# Assignment:
Line count for "Hubert": give how many lines in the data below contain it, with no other words.

Stored items

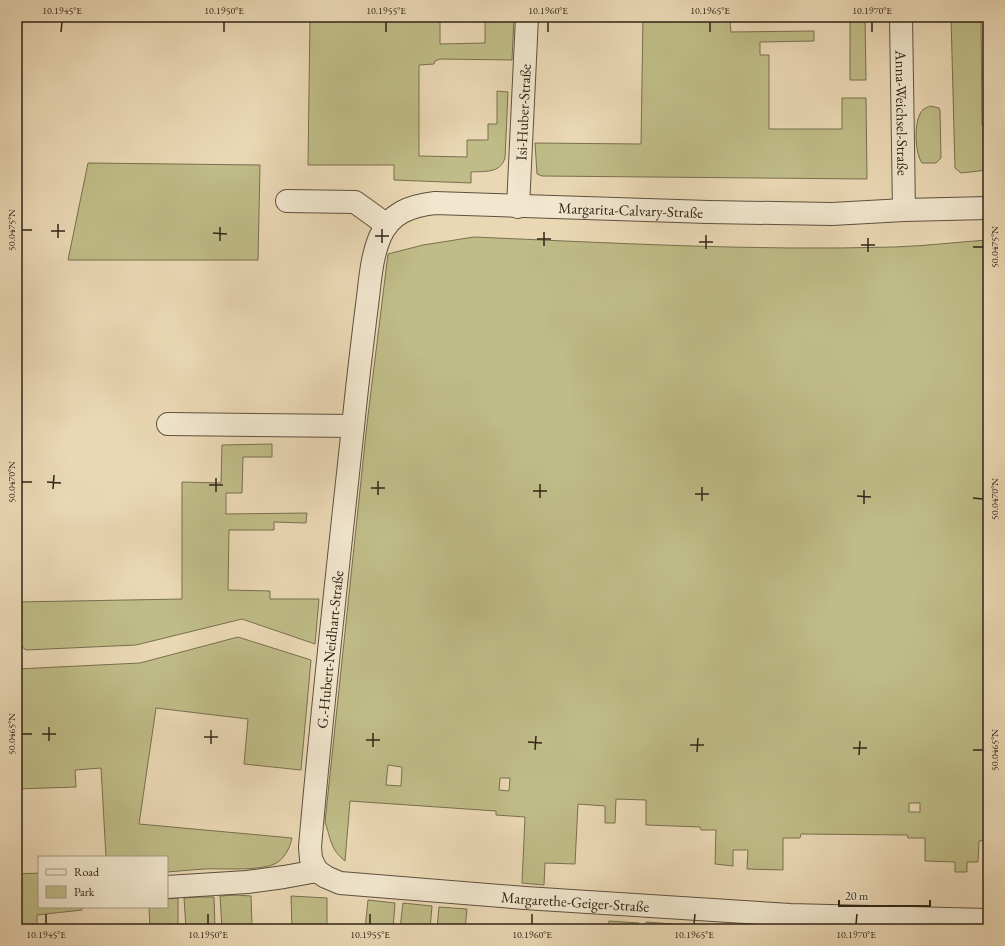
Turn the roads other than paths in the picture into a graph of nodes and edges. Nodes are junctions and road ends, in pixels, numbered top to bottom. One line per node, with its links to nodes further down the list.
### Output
1 (527, 17): 4 (street, Isi-Huber-Straße)
2 (902, 17): 6 (street, Anna-Weichsel-Straße)
3 (287, 201): 7 (street)
4 (518, 206): 6 (street, Margarita-Calvary-Straße); 7 (street, Margarita-Calvary-Straße)
5 (988, 208): 6 (street, Margarita-Calvary-Straße)
6 (904, 210)
7 (387, 225): 9 (street, G.-Hubert-Neidhart-Straße)
8 (168, 424): 9 (street)
9 (353, 426): 10 (street, G.-Hubert-Neidhart-Straße)
10 (317, 871): 11 (street); 12 (street, Margarethe-Geiger-Straße)
11 (168, 887)
12 (988, 920)

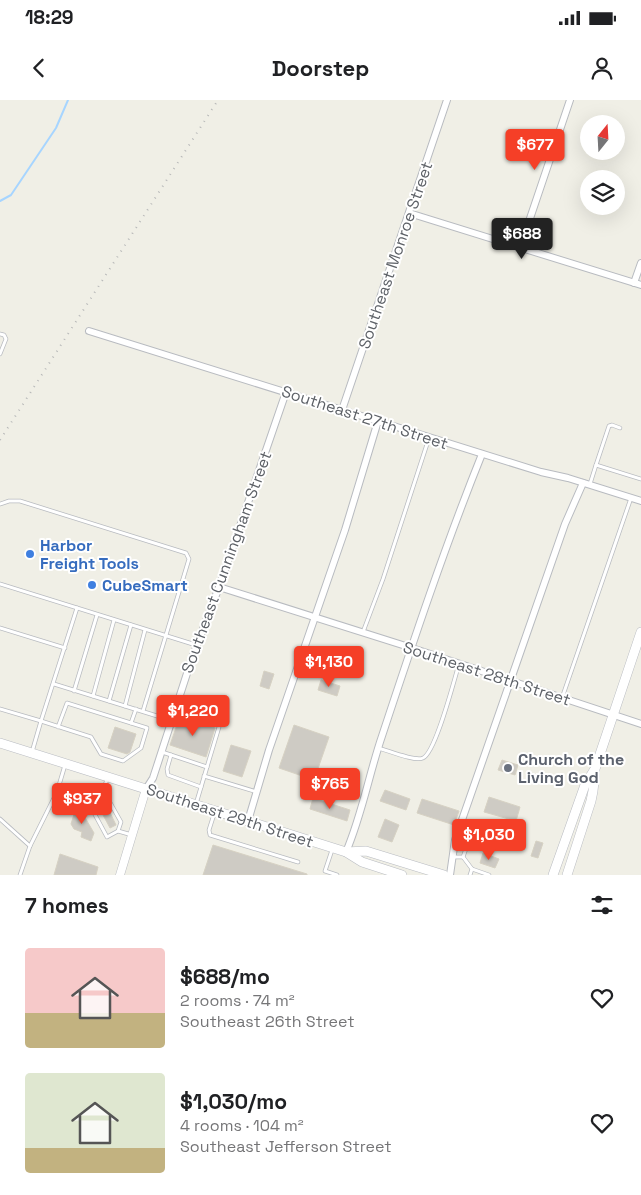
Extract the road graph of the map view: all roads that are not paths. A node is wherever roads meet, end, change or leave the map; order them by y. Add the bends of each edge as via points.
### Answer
1 (448, 100) edge
2 (570, 100) edge
3 (409, 214) junction
4 (520, 248) junction
5 (641, 263) edge
6 (638, 284) edge
7 (89, 331) dead end
8 (0, 334) edge
9 (0, 354) edge
10 (286, 392) junction
11 (342, 410) junction
12 (378, 421) junction
13 (620, 428) dead end
14 (429, 437) junction
15 (482, 454) junction
16 (596, 465) junction
17 (641, 479) edge
18 (586, 484) junction
19 (631, 498) junction
20 (641, 501) edge
21 (0, 504) edge
22 (0, 584) edge
23 (219, 587) junction
24 (77, 608) junction
25 (97, 614) junction
26 (315, 617) junction
27 (114, 620) junction
28 (130, 625) junction
29 (0, 628) edge
30 (146, 630) junction
31 (363, 632) junction
32 (641, 632) edge
33 (167, 637) junction
34 (196, 646) junction
35 (65, 648) junction
36 (412, 648) junction
37 (459, 664) junction
38 (511, 681) junction
39 (54, 684) junction
40 (74, 691) junction
41 (93, 696) junction
42 (561, 698) junction
43 (109, 701) junction
44 (125, 706) junction
45 (175, 706) junction
46 (0, 709) edge
47 (136, 709) junction
48 (143, 711) junction
49 (613, 714) junction
50 (170, 720) junction
51 (41, 721) junction
52 (131, 723) junction
53 (641, 724) edge
54 (58, 727) junction
55 (0, 743) edge
56 (378, 748) junction
57 (32, 752) junction
58 (162, 752) junction
59 (171, 755) junction
60 (66, 763) junction
61 (207, 767) junction
62 (595, 769) junction
63 (108, 776) junction
64 (204, 776) junction
65 (201, 787) junction
66 (146, 788) junction
67 (104, 790) junction
68 (258, 792) junction
69 (196, 804) junction
70 (215, 810) junction
71 (0, 820) edge
72 (248, 821) junction
73 (460, 827) junction
74 (118, 831) junction
75 (133, 835) junction
76 (30, 846) junction
77 (332, 848) junction
78 (346, 852) junction
79 (452, 857) junction
80 (463, 857) junction
81 (298, 862) dead end
82 (472, 869) junction
83 (20, 875) edge
84 (120, 875) edge
85 (337, 875) edge
86 (402, 875) edge
87 (444, 875) edge
88 (450, 875) edge
89 (470, 875) edge
90 (489, 875) edge
91 (553, 875) edge
92 (567, 875) edge

1 - 3 street, Southeast Monroe Street
2 - 4 street
3 - 4 street
3 - 11 street, Southeast Monroe Street
4 - 6 street
5 - 6 street
7 - 10 street, Southeast 27th Street
8 - 9 lane via 6,339
10 - 11 street, Southeast 27th Street
10 - 23 street, Southeast Cunningham Street
11 - 12 street, Southeast 27th Street
12 - 14 street, Southeast 27th Street
12 - 26 street
13 - 16 lane via 609,426
14 - 15 street, Southeast 27th Street
14 - 31 lane
15 - 18 street, Southeast 27th Street
15 - 36 street
16 - 17 lane
16 - 18 lane
18 - 19 street, Southeast 27th Street
18 - 38 street via 565,524
19 - 20 street, Southeast 27th Street
19 - 42 lane
21 - 33 lane via 9,500 20,501 186,553 189,559
22 - 24 lane
23 - 26 street, Southeast 28th Street
23 - 34 street, Southeast Cunningham Street
24 - 25 lane
24 - 35 lane
25 - 27 lane
25 - 40 lane
26 - 31 street, Southeast 28th Street
26 - 68 street via 269,750
27 - 28 lane
27 - 41 lane
28 - 30 lane
28 - 43 lane
29 - 35 lane
30 - 33 lane
30 - 44 lane
31 - 36 street, Southeast 28th Street
32 - 49 main road
33 - 34 lane
33 - 48 lane
34 - 45 street, Southeast Cunningham Street
35 - 39 lane
36 - 37 street, Southeast 28th Street
36 - 56 street
37 - 38 street, Southeast 28th Street
37 - 56 lane via 440,726 425,757 411,757
38 - 42 street, Southeast 28th Street
38 - 73 street
39 - 40 lane
39 - 51 lane
40 - 41 lane
41 - 43 lane
42 - 49 street, Southeast 28th Street
43 - 44 lane
44 - 47 lane
45 - 50 street, Southeast Cunningham Street
45 - 61 lane via 219,724
46 - 51 lane
47 - 48 lane
47 - 52 lane
48 - 50 lane
49 - 53 street, Southeast 28th Street
49 - 62 main road
50 - 58 street, Southeast Cunningham Street
51 - 54 lane
51 - 57 lane
52 - 54 lane via 67,702
52 - 54 lane via 147,728 141,748 123,761 101,754 90,737
55 - 57 main road, Southeast 29th Street
56 - 78 street
57 - 60 main road, Southeast 29th Street
58 - 59 lane
58 - 66 street, Southeast Cunningham Street
59 - 61 lane
59 - 65 lane via 168,775
60 - 63 main road, Southeast 29th Street
60 - 76 lane via 57,792
61 - 64 lane
62 - 91 main road via 585,785
62 - 92 main road via 593,791
63 - 66 main road, Southeast 29th Street
63 - 67 lane
64 - 65 lane
64 - 68 lane
65 - 69 lane
66 - 69 main road, Southeast 29th Street
66 - 75 street
67 - 74 lane via 121,822
67 - 74 lane via 86,798 107,837
68 - 72 street
69 - 70 main road, Southeast 29th Street
70 - 72 main road, Southeast 29th Street
70 - 81 lane via 210,835
71 - 76 lane
72 - 77 main road, Southeast 29th Street
73 - 79 street
73 - 80 lane via 472,832
74 - 75 lane
75 - 84 street
76 - 83 lane
77 - 78 main road, Southeast 29th Street
77 - 85 lane via 326,871
78 - 86 main road, Southeast 29th Street via 362,862
78 - 87 main road, Southeast 29th Street via 366,851
79 - 80 lane
79 - 88 street
80 - 82 lane
82 - 89 lane
82 - 90 lane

# Answer section:
2